PROBLEM TO SOLVE: Since the pictures are not wanted, reproduce only the rest of the records, exactly as given.

[Collected data]
=== Begin Enclosure ===
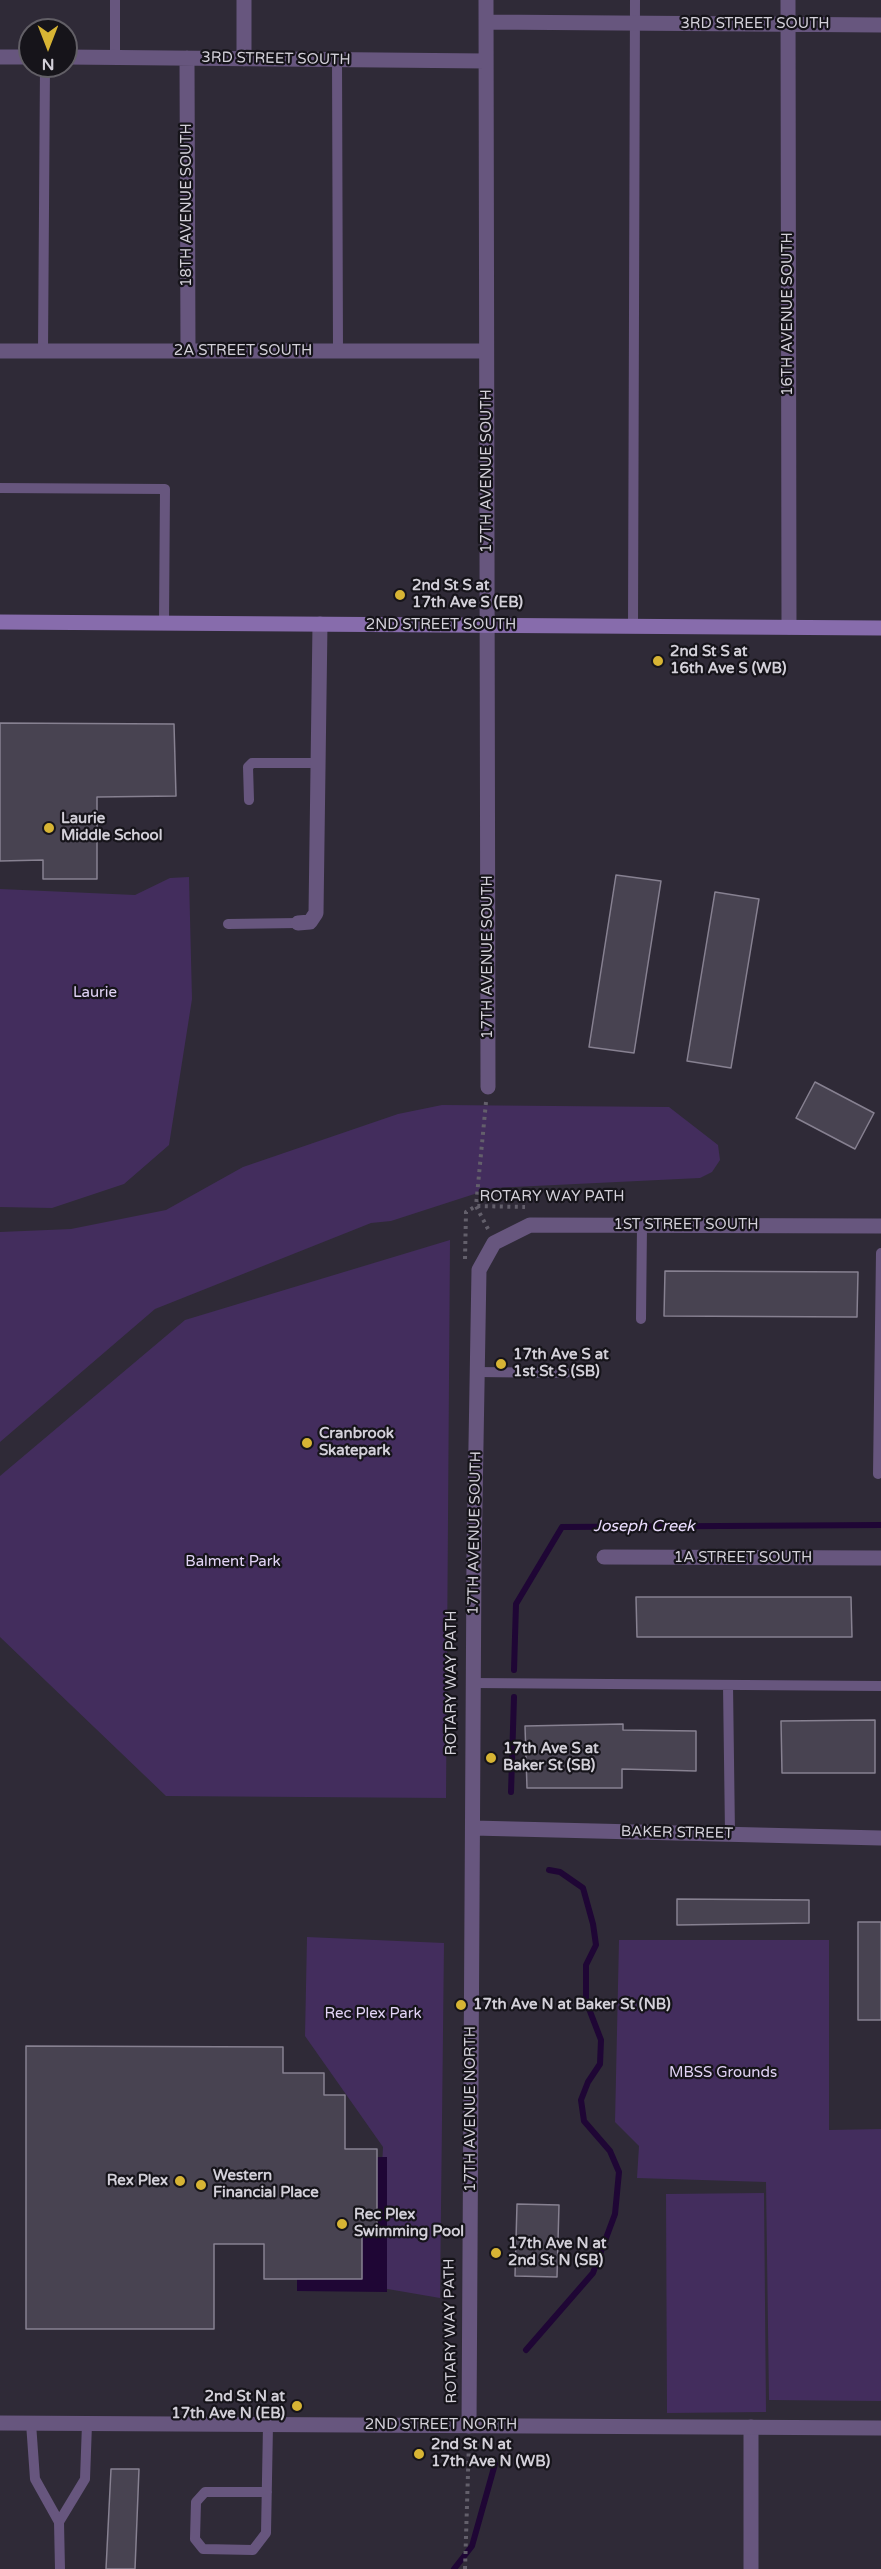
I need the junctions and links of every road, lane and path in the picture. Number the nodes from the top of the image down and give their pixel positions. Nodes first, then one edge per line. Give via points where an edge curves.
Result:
1 (115, 0) edge
2 (244, 0) edge
3 (486, 0) edge
4 (635, 0) edge
5 (788, 0) edge
6 (486, 22) junction
7 (634, 23) junction
8 (788, 24) junction
9 (881, 25) edge
10 (0, 57) edge
11 (18, 57) edge
12 (78, 57) edge
13 (115, 58) junction
14 (187, 58) junction
15 (244, 59) junction
16 (337, 60) junction
17 (486, 61) junction
18 (45, 78) edge
19 (0, 351) edge
20 (43, 351) junction
21 (188, 351) junction
22 (339, 351) junction
23 (486, 351) junction
24 (0, 488) edge
25 (0, 622) edge
26 (164, 623) junction
27 (320, 624) junction
28 (487, 626) junction
29 (633, 626) junction
30 (789, 627) junction
31 (881, 628) edge
32 (318, 763) junction
33 (249, 800) dead end
34 (298, 923) joint
35 (228, 924) dead end
36 (488, 1087) dead end
37 (484, 1114) dead end
38 (476, 1206) junction
39 (536, 1207) dead end
40 (642, 1225) junction
41 (881, 1226) edge
42 (494, 1243) junction
43 (881, 1253) edge
44 (465, 1262) dead end
45 (641, 1319) dead end
46 (477, 1372) junction
47 (566, 1373) dead end
48 (878, 1474) dead end
49 (604, 1557) dead end
50 (881, 1558) edge
51 (473, 1683) junction
52 (728, 1684) junction
53 (881, 1686) edge
54 (472, 1828) junction
55 (730, 1834) junction
56 (881, 1838) edge
57 (0, 2423) edge
58 (31, 2423) junction
59 (87, 2424) junction
60 (268, 2425) junction
61 (469, 2426) junction
62 (751, 2427) junction
63 (881, 2428) edge
64 (267, 2492) junction
65 (59, 2522) junction
66 (60, 2569) edge
67 (465, 2569) edge
68 (751, 2569) edge

1 - 13 lane
2 - 15 street
3 - 6 street, 17TH AVENUE SOUTH
4 - 7 lane
5 - 8 street, 16TH AVENUE SOUTH
6 - 7 street, 3RD STREET SOUTH
6 - 17 street, 17TH AVENUE SOUTH
7 - 8 street, 3RD STREET SOUTH
7 - 29 lane
8 - 9 street, 3RD STREET SOUTH
8 - 30 street, 16TH AVENUE SOUTH
10 - 11 street
12 - 13 street, 3RD STREET SOUTH
13 - 14 street, 3RD STREET SOUTH
14 - 15 street, 3RD STREET SOUTH
14 - 21 street, 18TH AVENUE SOUTH
15 - 16 street, 3RD STREET SOUTH
16 - 17 street, 3RD STREET SOUTH
16 - 22 lane
17 - 23 street, 17TH AVENUE SOUTH
18 - 20 lane
19 - 20 street, 2A STREET SOUTH
20 - 21 street, 2A STREET SOUTH
21 - 22 street, 2A STREET SOUTH
22 - 23 street, 2A STREET SOUTH
23 - 28 street, 17TH AVENUE SOUTH
24 - 26 lane via 165,489
25 - 26 main road, 2ND STREET SOUTH
26 - 27 main road, 2ND STREET SOUTH
27 - 28 main road, 2ND STREET SOUTH
27 - 32 street
28 - 29 main road, 2ND STREET SOUTH
28 - 36 street, 17TH AVENUE SOUTH
29 - 30 main road, 2ND STREET SOUTH
30 - 31 main road, 2ND STREET SOUTH
32 - 33 lane via 252,763 248,767
32 - 34 street via 316,913 309,922
34 - 35 lane
37 - 38 path
38 - 39 path, ROTARY WAY PATH
38 - 42 path
38 - 44 path, ROTARY WAY PATH via 466,1212
40 - 41 street, 1ST STREET SOUTH
40 - 42 street, 1ST STREET SOUTH via 530,1225
40 - 45 lane
42 - 46 street, 17TH AVENUE SOUTH via 479,1270
43 - 48 lane
46 - 47 lane
46 - 51 street, 17TH AVENUE SOUTH
49 - 50 street, 1A STREET SOUTH
51 - 52 lane
51 - 54 street, 17TH AVENUE SOUTH
52 - 53 lane
52 - 55 lane
54 - 55 street, BAKER STREET
54 - 61 street, 17TH AVENUE NORTH
55 - 56 street, BAKER STREET
57 - 58 street, 2ND STREET NORTH
58 - 59 street, 2ND STREET NORTH
58 - 65 lane via 35,2479
59 - 60 street, 2ND STREET NORTH
59 - 65 lane via 85,2479
60 - 61 street, 2ND STREET NORTH
60 - 64 lane
61 - 62 street, 2ND STREET NORTH
61 - 67 path
62 - 63 street, 2ND STREET NORTH
62 - 68 street
64 - 64 lane via 267,2534 253,2550 203,2549 195,2539 196,2502 205,2492
65 - 66 lane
=== End Enclosure ===
WRITTEN SOLUTION:
I need the junctions and links of every road, lane and path in the picture. Number the nodes from the top of the image down and give their pixel positions. Nodes first, then one edge per line. Give via points where an edge curves.
Result:
1 (115, 0) edge
2 (244, 0) edge
3 (486, 0) edge
4 (635, 0) edge
5 (788, 0) edge
6 (486, 22) junction
7 (634, 23) junction
8 (788, 24) junction
9 (881, 25) edge
10 (0, 57) edge
11 (18, 57) edge
12 (78, 57) edge
13 (115, 58) junction
14 (187, 58) junction
15 (244, 59) junction
16 (337, 60) junction
17 (486, 61) junction
18 (45, 78) edge
19 (0, 351) edge
20 (43, 351) junction
21 (188, 351) junction
22 (339, 351) junction
23 (486, 351) junction
24 (0, 488) edge
25 (0, 622) edge
26 (164, 623) junction
27 (320, 624) junction
28 (487, 626) junction
29 (633, 626) junction
30 (789, 627) junction
31 (881, 628) edge
32 (318, 763) junction
33 (249, 800) dead end
34 (298, 923) joint
35 (228, 924) dead end
36 (488, 1087) dead end
37 (484, 1114) dead end
38 (476, 1206) junction
39 (536, 1207) dead end
40 (642, 1225) junction
41 (881, 1226) edge
42 (494, 1243) junction
43 (881, 1253) edge
44 (465, 1262) dead end
45 (641, 1319) dead end
46 (477, 1372) junction
47 (566, 1373) dead end
48 (878, 1474) dead end
49 (604, 1557) dead end
50 (881, 1558) edge
51 (473, 1683) junction
52 (728, 1684) junction
53 (881, 1686) edge
54 (472, 1828) junction
55 (730, 1834) junction
56 (881, 1838) edge
57 (0, 2423) edge
58 (31, 2423) junction
59 (87, 2424) junction
60 (268, 2425) junction
61 (469, 2426) junction
62 (751, 2427) junction
63 (881, 2428) edge
64 (267, 2492) junction
65 (59, 2522) junction
66 (60, 2569) edge
67 (465, 2569) edge
68 (751, 2569) edge

1 - 13 lane
2 - 15 street
3 - 6 street, 17TH AVENUE SOUTH
4 - 7 lane
5 - 8 street, 16TH AVENUE SOUTH
6 - 7 street, 3RD STREET SOUTH
6 - 17 street, 17TH AVENUE SOUTH
7 - 8 street, 3RD STREET SOUTH
7 - 29 lane
8 - 9 street, 3RD STREET SOUTH
8 - 30 street, 16TH AVENUE SOUTH
10 - 11 street
12 - 13 street, 3RD STREET SOUTH
13 - 14 street, 3RD STREET SOUTH
14 - 15 street, 3RD STREET SOUTH
14 - 21 street, 18TH AVENUE SOUTH
15 - 16 street, 3RD STREET SOUTH
16 - 17 street, 3RD STREET SOUTH
16 - 22 lane
17 - 23 street, 17TH AVENUE SOUTH
18 - 20 lane
19 - 20 street, 2A STREET SOUTH
20 - 21 street, 2A STREET SOUTH
21 - 22 street, 2A STREET SOUTH
22 - 23 street, 2A STREET SOUTH
23 - 28 street, 17TH AVENUE SOUTH
24 - 26 lane via 165,489
25 - 26 main road, 2ND STREET SOUTH
26 - 27 main road, 2ND STREET SOUTH
27 - 28 main road, 2ND STREET SOUTH
27 - 32 street
28 - 29 main road, 2ND STREET SOUTH
28 - 36 street, 17TH AVENUE SOUTH
29 - 30 main road, 2ND STREET SOUTH
30 - 31 main road, 2ND STREET SOUTH
32 - 33 lane via 252,763 248,767
32 - 34 street via 316,913 309,922
34 - 35 lane
37 - 38 path
38 - 39 path, ROTARY WAY PATH
38 - 42 path
38 - 44 path, ROTARY WAY PATH via 466,1212
40 - 41 street, 1ST STREET SOUTH
40 - 42 street, 1ST STREET SOUTH via 530,1225
40 - 45 lane
42 - 46 street, 17TH AVENUE SOUTH via 479,1270
43 - 48 lane
46 - 47 lane
46 - 51 street, 17TH AVENUE SOUTH
49 - 50 street, 1A STREET SOUTH
51 - 52 lane
51 - 54 street, 17TH AVENUE SOUTH
52 - 53 lane
52 - 55 lane
54 - 55 street, BAKER STREET
54 - 61 street, 17TH AVENUE NORTH
55 - 56 street, BAKER STREET
57 - 58 street, 2ND STREET NORTH
58 - 59 street, 2ND STREET NORTH
58 - 65 lane via 35,2479
59 - 60 street, 2ND STREET NORTH
59 - 65 lane via 85,2479
60 - 61 street, 2ND STREET NORTH
60 - 64 lane
61 - 62 street, 2ND STREET NORTH
61 - 67 path
62 - 63 street, 2ND STREET NORTH
62 - 68 street
64 - 64 lane via 267,2534 253,2550 203,2549 195,2539 196,2502 205,2492
65 - 66 lane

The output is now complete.